Ahmed Mohamed Thabit est un ancien militant politique pour l’Indépendance, devenu hautfonctionnaire aux Nations unies et ambassadeur des Comores. Il raconte l’euphorie de ce 6 juillet 1975 : «Moi, je faisais partie d’un parti qui s’appelle Pasoco (parti socialiste des Comores), qui réclamait, qui mobilisait et qui sensibilisait la population pour l’Indépendance. Donc, quand on a appris qu’Ahmed Abdallah allait déclarer l’indépendance à la Chambre des députés, avec enthousiasme, nous sommes allés là-bas. On n’était pas sûr qu’Ahmed Abdallah allait défier la puissance coloniale française et déclarer l’Indépendance.Nous, on était derrière comme observateurs. La Chambre des députés ne pouvait pas contenir tout le monde. Beaucoup de gens étaient à l’extérieur et toute la place était envahie de gens. Vraiment, c’est l’euphorie. Tout le monde était très content. Les gens criaient Indépendance.» Mais cette euphorie a été éphémère puisque la question de Mayotte n’est toujours pas réglée : «Tout de suite après la déclaration unilatérale d’Indépendance, la France reconnaît l’Indépendance des trois îles, sauf Mayotte. La déclaration unilatérale d’Indépendance des Comores a été accueillie par toute l’Afrique et par les Nations unies.Et c’est toujours le cas aujourd’hui.Tous les Comoriens veulent absolument que Mayotte réintègre les Comores.»

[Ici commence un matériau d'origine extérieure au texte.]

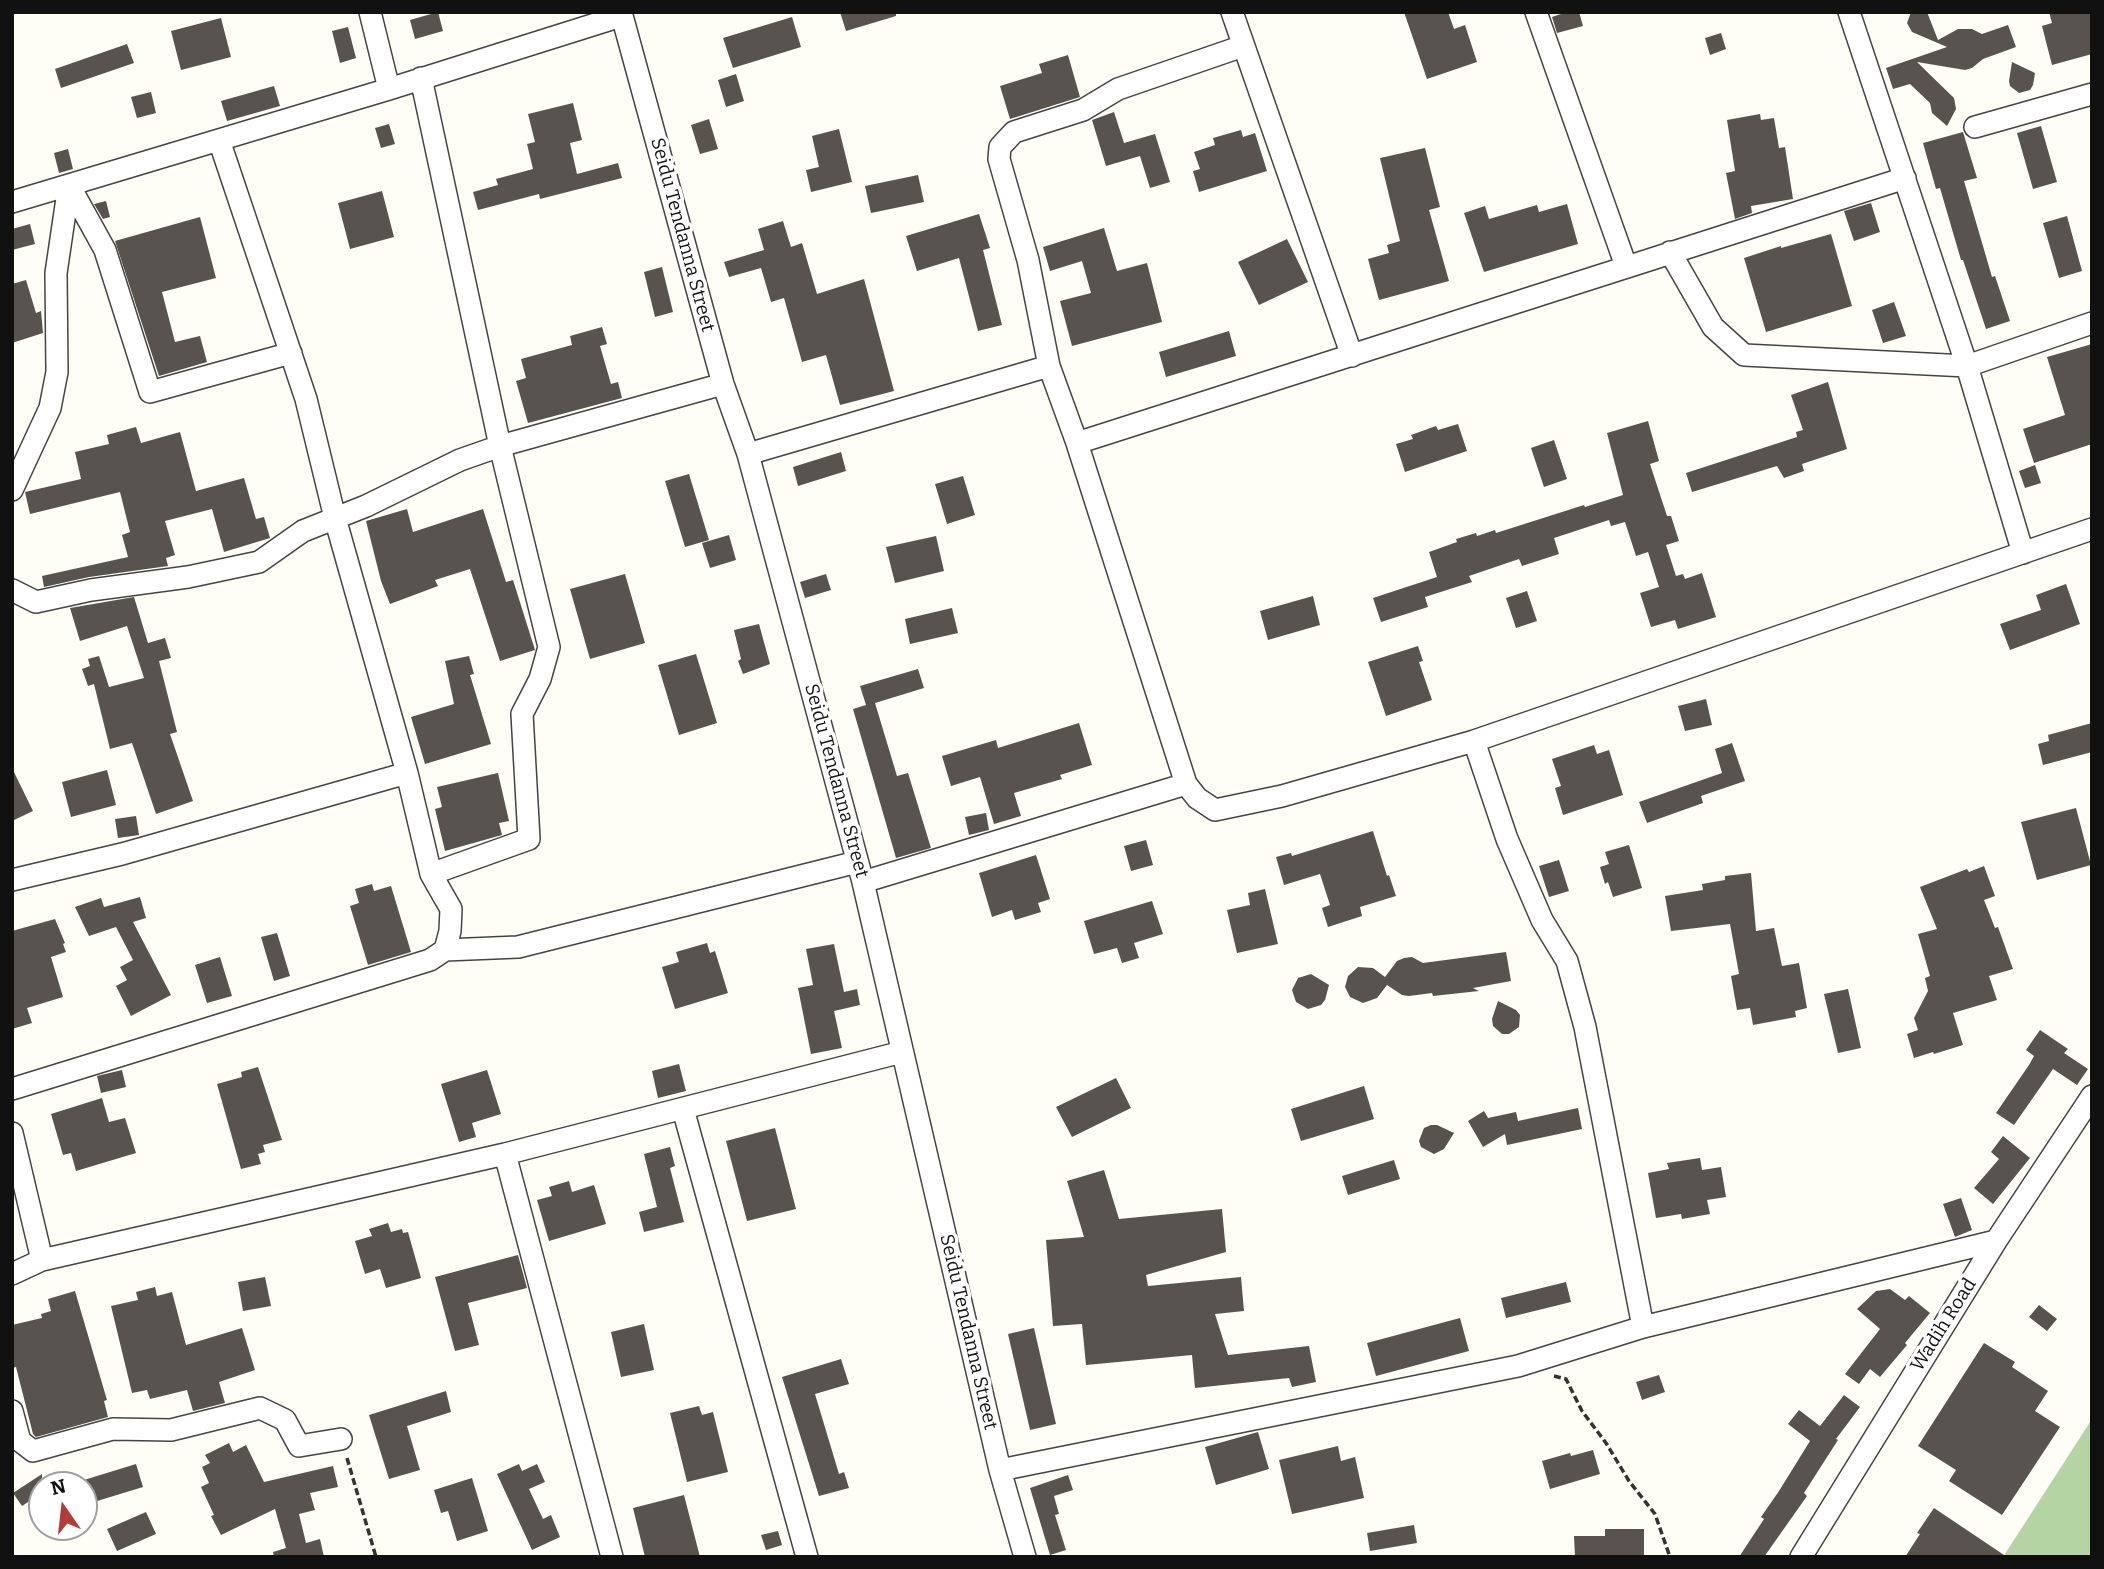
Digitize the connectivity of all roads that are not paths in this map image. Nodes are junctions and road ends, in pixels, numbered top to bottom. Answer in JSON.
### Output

Dini Nassur, ingénieur, ancien ministre et écrivain comorien, est installé à Marseille, dans le sud de la France, depuis 2007. Au moment de la proclamation de l’Indépendance, il était lycéen. Depuis un café de la cité phocéenne, il se souvient de ce moment de grande joie : «On est parti devant la Chambre des députés et on a entendu la déclaration d’Indépendance. C’était l’euphorie populaire. On se félicitait, on manifestait. Tout le monde souriait. Ce jour-là, on ne pouvait pas ne pas être plus heureux. Même les gens qui ne se connaissaient pas, ils s’embrassaient, s’étreignaient. Ils se donnaient la main. On est toujours fier de l’avoir fait. On sait qu’en 50 ans, on a fait beaucoup plus que durant les 150 ans de la colonisation.» Il lui reste néanmoins un goût d’inachevé : «Seulement, il y a des problèmes. Du point de vue intégrité territoriale, Mayotte est occupée illégalement par la France. Et là où le bât blesse, c’est qu’on a l’impression que la France n’a aucune intention de négocier alors que pour les Comoriens c’est un combat à gagner et pour le droit international, c’est un vol en quelque sorte.»